◆ Exercise aim:
Every line of the entries below that mentions "hand" is to be copied out.

[Available data]

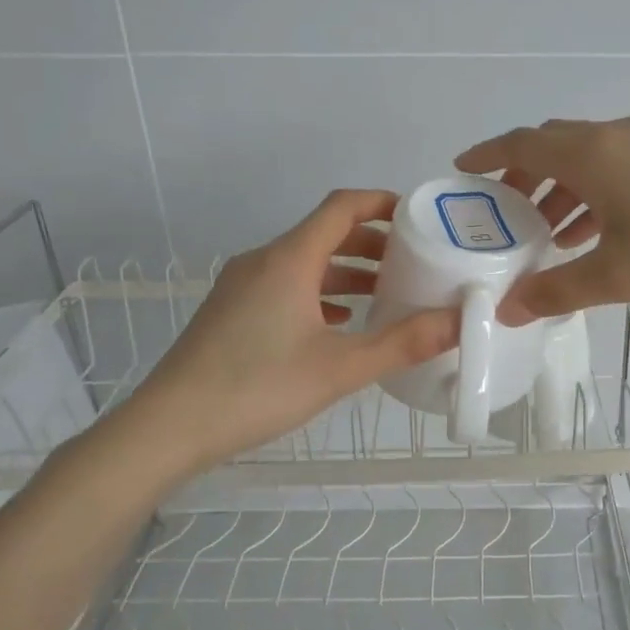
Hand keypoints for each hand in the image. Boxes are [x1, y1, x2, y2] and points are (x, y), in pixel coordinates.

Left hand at [125, 190, 458, 471]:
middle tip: (413, 261)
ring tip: (386, 293)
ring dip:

[/Available data]

◆ Solution for this exercise:
Hand keypoints for each hand in the image. Boxes are [x1, y1, x2, y2] and points are (x, y), in pixel coordinates.
Left hand at [125, 190, 458, 471]:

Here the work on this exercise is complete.